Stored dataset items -
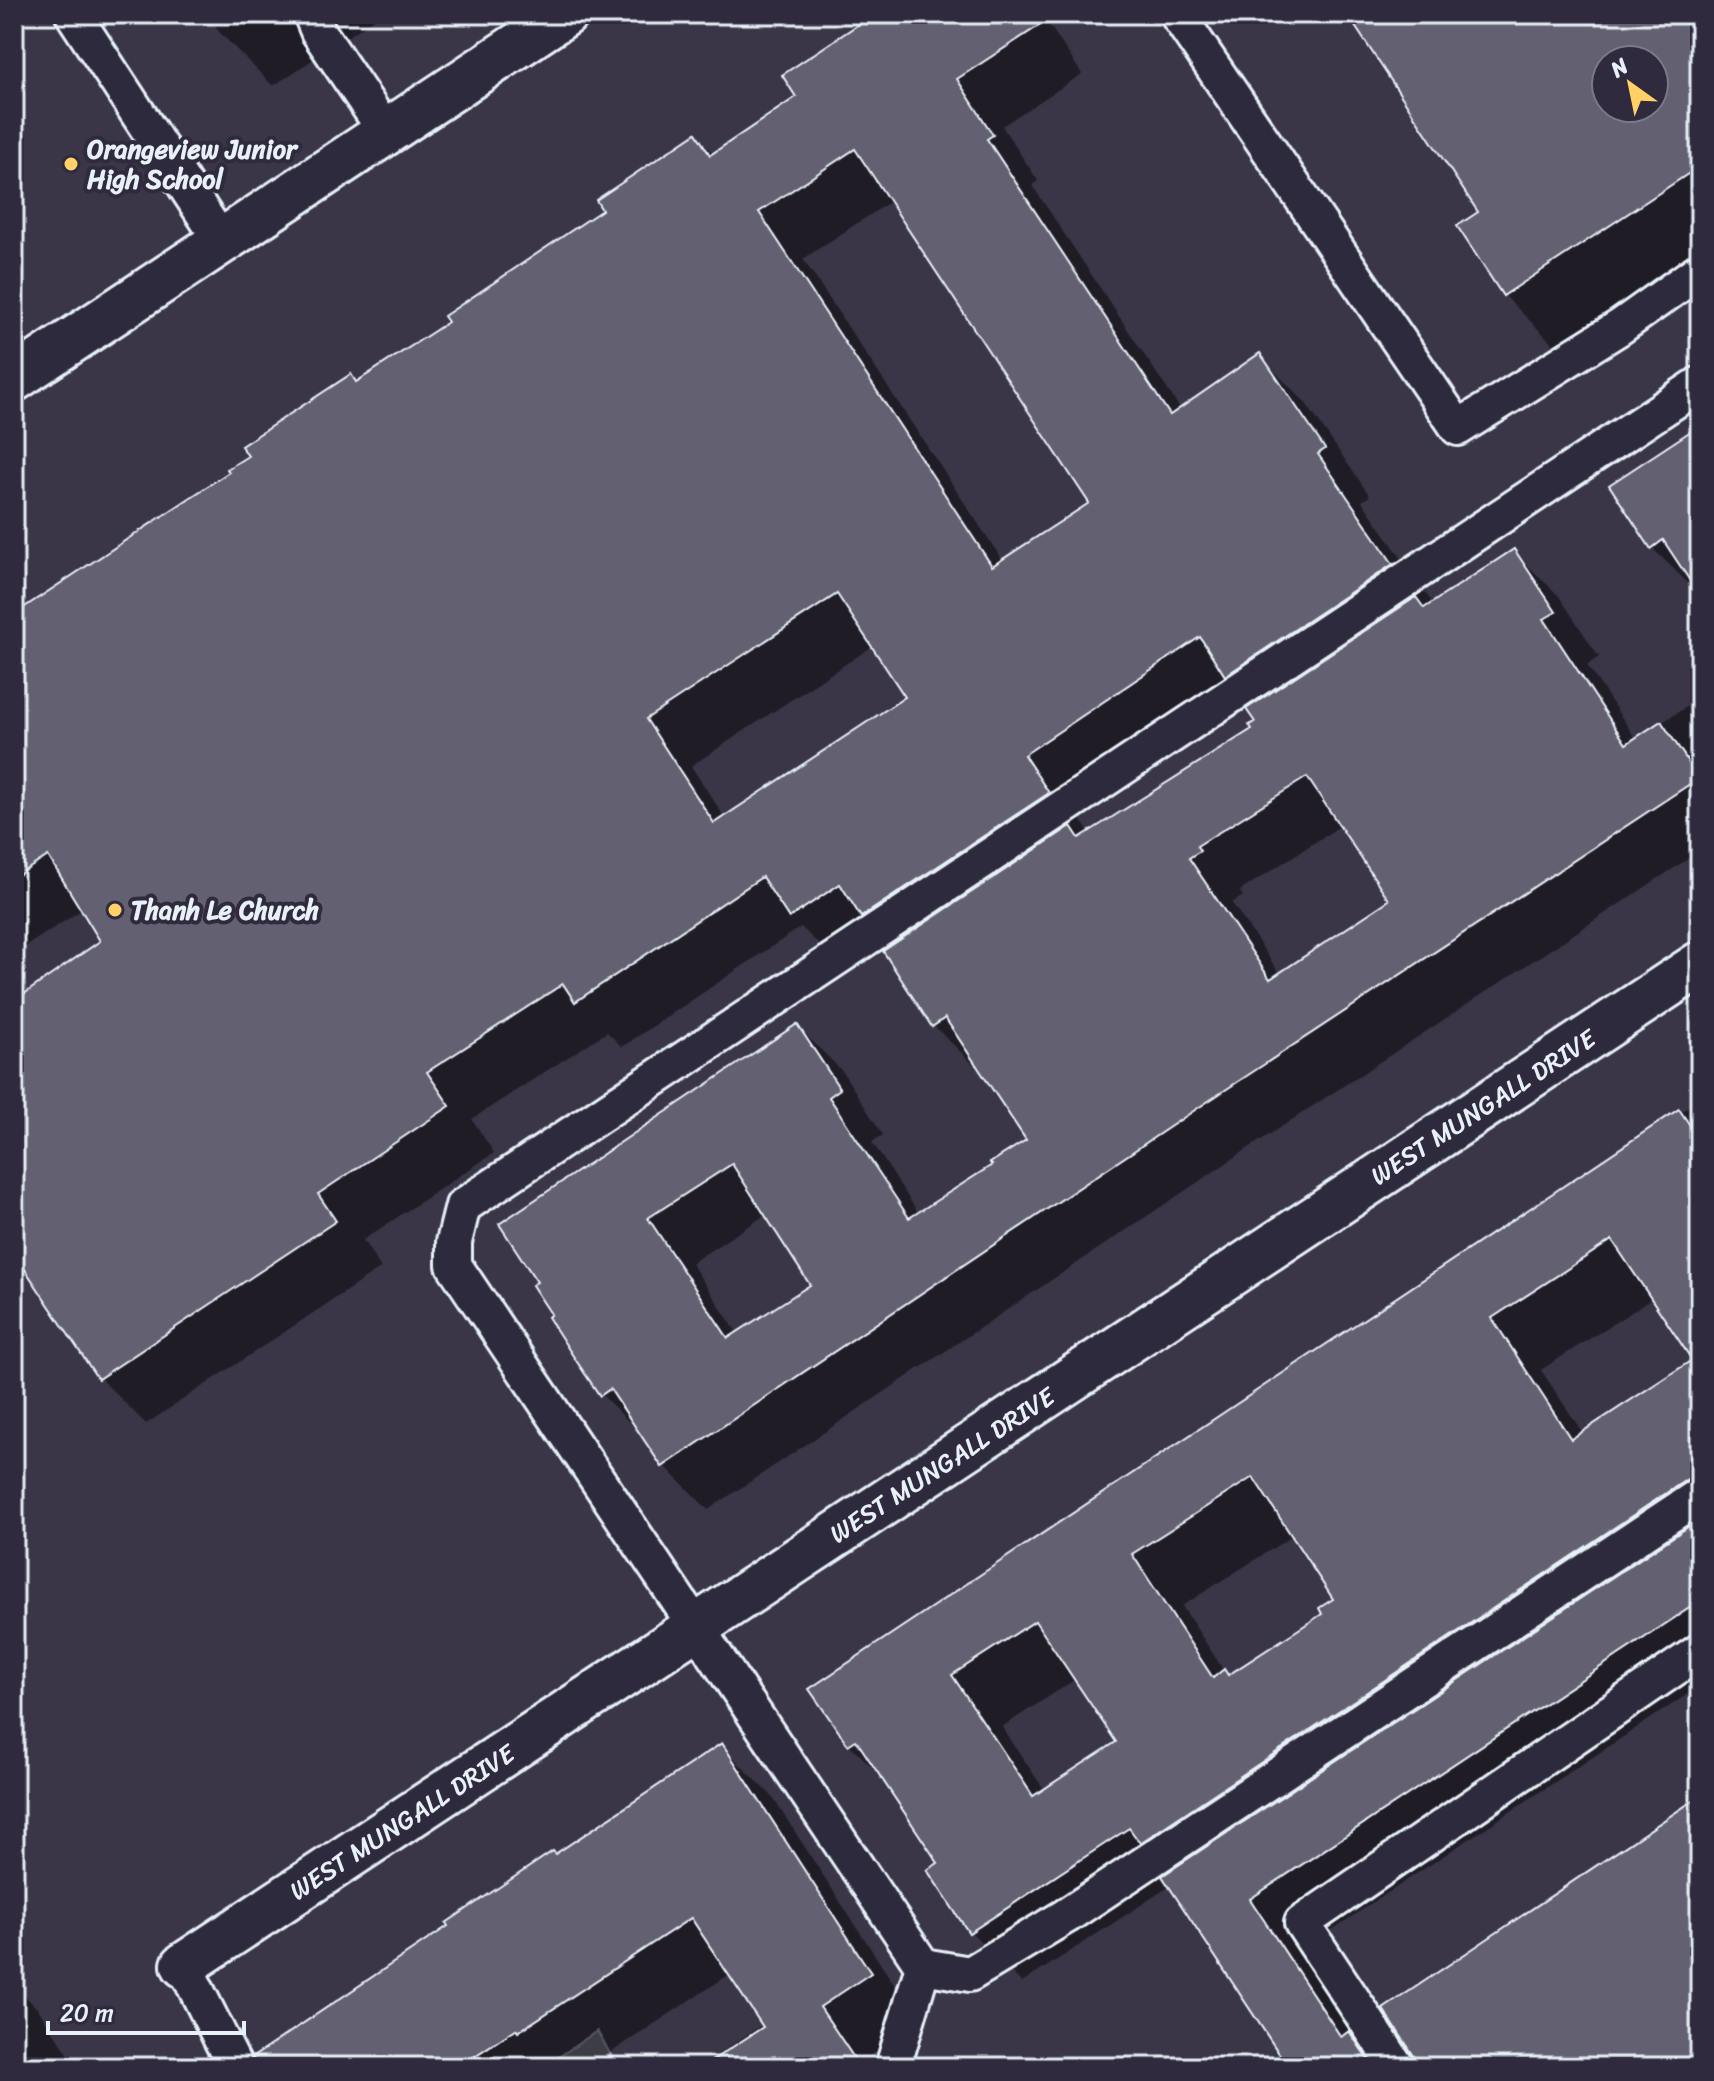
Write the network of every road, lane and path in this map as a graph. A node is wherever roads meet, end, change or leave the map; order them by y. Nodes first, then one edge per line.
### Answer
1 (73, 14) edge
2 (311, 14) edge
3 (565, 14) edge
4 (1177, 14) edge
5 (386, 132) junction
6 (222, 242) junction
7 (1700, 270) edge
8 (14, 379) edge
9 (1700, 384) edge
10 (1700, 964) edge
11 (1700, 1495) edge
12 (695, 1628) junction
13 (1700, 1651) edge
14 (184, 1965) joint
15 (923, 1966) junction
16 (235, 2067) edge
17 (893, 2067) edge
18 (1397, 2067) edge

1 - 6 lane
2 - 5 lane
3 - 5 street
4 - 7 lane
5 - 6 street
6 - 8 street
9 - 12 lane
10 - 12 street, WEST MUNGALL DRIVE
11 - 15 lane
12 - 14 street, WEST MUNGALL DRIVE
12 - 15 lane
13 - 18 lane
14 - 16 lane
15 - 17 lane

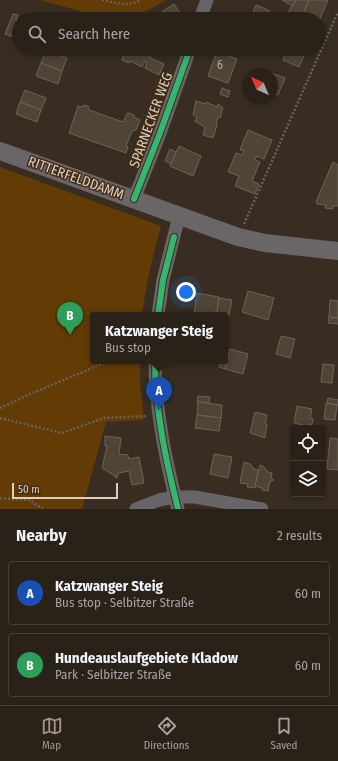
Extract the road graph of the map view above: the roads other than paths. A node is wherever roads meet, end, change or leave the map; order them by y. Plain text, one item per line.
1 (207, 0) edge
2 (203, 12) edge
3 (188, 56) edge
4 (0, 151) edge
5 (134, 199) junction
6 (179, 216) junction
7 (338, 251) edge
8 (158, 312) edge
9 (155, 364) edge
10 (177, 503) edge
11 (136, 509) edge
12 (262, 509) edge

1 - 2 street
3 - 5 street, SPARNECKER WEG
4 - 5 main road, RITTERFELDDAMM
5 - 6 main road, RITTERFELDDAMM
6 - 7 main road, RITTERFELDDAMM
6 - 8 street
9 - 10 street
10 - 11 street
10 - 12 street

What to work on -
None of the pictures belong in the copy; transcribe the rest of the data exactly.

Completed exercise -
Write the network of every road, lane and path in this map as a graph. A node is wherever roads meet, end, change or leave the map; order them by y. Nodes first, then one edge per line.
### Answer
1 (73, 14) edge
2 (311, 14) edge
3 (565, 14) edge
4 (1177, 14) edge
5 (386, 132) junction
6 (222, 242) junction
7 (1700, 270) edge
8 (14, 379) edge
9 (1700, 384) edge
10 (1700, 964) edge
11 (1700, 1495) edge
12 (695, 1628) junction
13 (1700, 1651) edge
14 (184, 1965) joint
15 (923, 1966) junction
16 (235, 2067) edge
17 (893, 2067) edge
18 (1397, 2067) edge

1 - 6 lane
2 - 5 lane
3 - 5 street
4 - 7 lane
5 - 6 street
6 - 8 street
9 - 12 lane
10 - 12 street, WEST MUNGALL DRIVE
11 - 15 lane
12 - 14 street, WEST MUNGALL DRIVE
12 - 15 lane
13 - 18 lane
14 - 16 lane
15 - 17 lane

Extract the road graph of the map view above: the roads other than paths. A node is wherever roads meet, end, change or leave the map; order them by y. Plain text, one item per line.
1 (207, 0) edge
2 (203, 12) edge
3 (188, 56) edge
4 (0, 151) edge
5 (134, 199) junction
6 (179, 216) junction
7 (338, 251) edge
8 (158, 312) edge
9 (155, 364) edge
10 (177, 503) edge
11 (136, 509) edge
12 (262, 509) edge

1 - 2 street
3 - 5 street, SPARNECKER WEG
4 - 5 main road, RITTERFELDDAMM
5 - 6 main road, RITTERFELDDAMM
6 - 7 main road, RITTERFELDDAMM
6 - 8 street
9 - 10 street
10 - 11 street
10 - 12 street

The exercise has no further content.